* _What you will do_
The answer is to be the data that follows, transcribed exactly, minus its pictures.

* _Information_
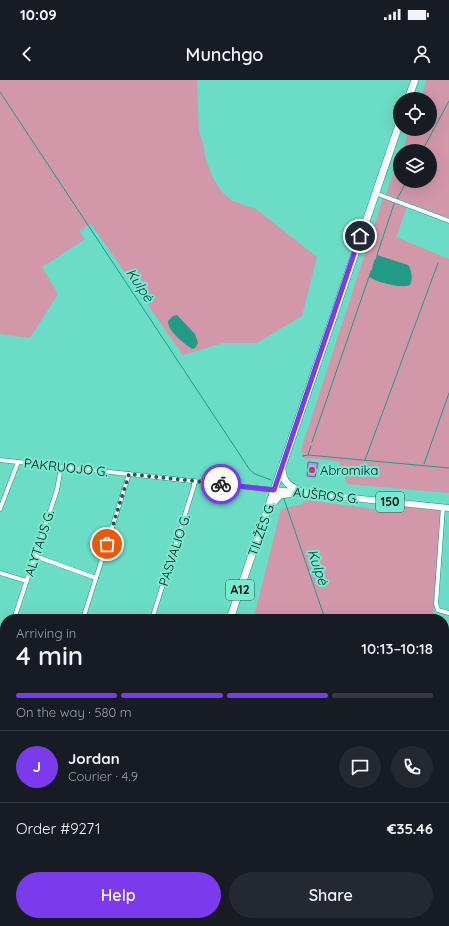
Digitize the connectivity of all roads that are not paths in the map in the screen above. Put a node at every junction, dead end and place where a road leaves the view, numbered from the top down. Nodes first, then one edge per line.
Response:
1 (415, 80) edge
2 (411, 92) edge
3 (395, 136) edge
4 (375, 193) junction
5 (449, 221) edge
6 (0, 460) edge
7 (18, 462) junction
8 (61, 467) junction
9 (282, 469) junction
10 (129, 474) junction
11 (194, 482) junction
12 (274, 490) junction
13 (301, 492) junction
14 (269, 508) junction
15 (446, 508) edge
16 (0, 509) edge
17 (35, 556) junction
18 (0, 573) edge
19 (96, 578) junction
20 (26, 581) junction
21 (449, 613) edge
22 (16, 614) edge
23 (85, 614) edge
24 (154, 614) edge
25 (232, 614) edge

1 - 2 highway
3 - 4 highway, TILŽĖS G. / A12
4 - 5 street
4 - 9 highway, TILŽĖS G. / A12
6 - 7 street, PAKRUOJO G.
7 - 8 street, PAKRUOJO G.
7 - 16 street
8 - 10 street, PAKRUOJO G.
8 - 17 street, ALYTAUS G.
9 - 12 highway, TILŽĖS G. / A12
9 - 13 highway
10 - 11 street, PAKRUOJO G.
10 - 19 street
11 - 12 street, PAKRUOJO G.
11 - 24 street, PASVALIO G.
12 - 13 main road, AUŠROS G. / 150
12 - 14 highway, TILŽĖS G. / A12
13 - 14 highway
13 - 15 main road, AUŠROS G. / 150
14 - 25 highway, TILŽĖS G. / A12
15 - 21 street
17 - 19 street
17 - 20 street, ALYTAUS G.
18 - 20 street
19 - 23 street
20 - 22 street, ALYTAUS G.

* _Answer to this task_
Digitize the connectivity of all roads that are not paths in the map in the screen above. Put a node at every junction, dead end and place where a road leaves the view, numbered from the top down. Nodes first, then one edge per line.
Response:
1 (415, 80) edge
2 (411, 92) edge
3 (395, 136) edge
4 (375, 193) junction
5 (449, 221) edge
6 (0, 460) edge
7 (18, 462) junction
8 (61, 467) junction
9 (282, 469) junction
10 (129, 474) junction
11 (194, 482) junction
12 (274, 490) junction
13 (301, 492) junction
14 (269, 508) junction
15 (446, 508) edge
16 (0, 509) edge
17 (35, 556) junction
18 (0, 573) edge
19 (96, 578) junction
20 (26, 581) junction
21 (449, 613) edge
22 (16, 614) edge
23 (85, 614) edge
24 (154, 614) edge
25 (232, 614) edge

1 - 2 highway
3 - 4 highway, TILŽĖS G. / A12
4 - 5 street
4 - 9 highway, TILŽĖS G. / A12
6 - 7 street, PAKRUOJO G.
7 - 8 street, PAKRUOJO G.
7 - 16 street
8 - 10 street, PAKRUOJO G.
8 - 17 street, ALYTAUS G.
9 - 12 highway, TILŽĖS G. / A12
9 - 13 highway
10 - 11 street, PAKRUOJO G.
10 - 19 street
11 - 12 street, PAKRUOJO G.
11 - 24 street, PASVALIO G.
12 - 13 main road, AUŠROS G. / 150
12 - 14 highway, TILŽĖS G. / A12
13 - 14 highway
13 - 15 main road, AUŠROS G. / 150
14 - 25 highway, TILŽĖS G. / A12
15 - 21 street
17 - 19 street
17 - 20 street, ALYTAUS G.
18 - 20 street
19 - 23 street
20 - 22 street, ALYTAUS G.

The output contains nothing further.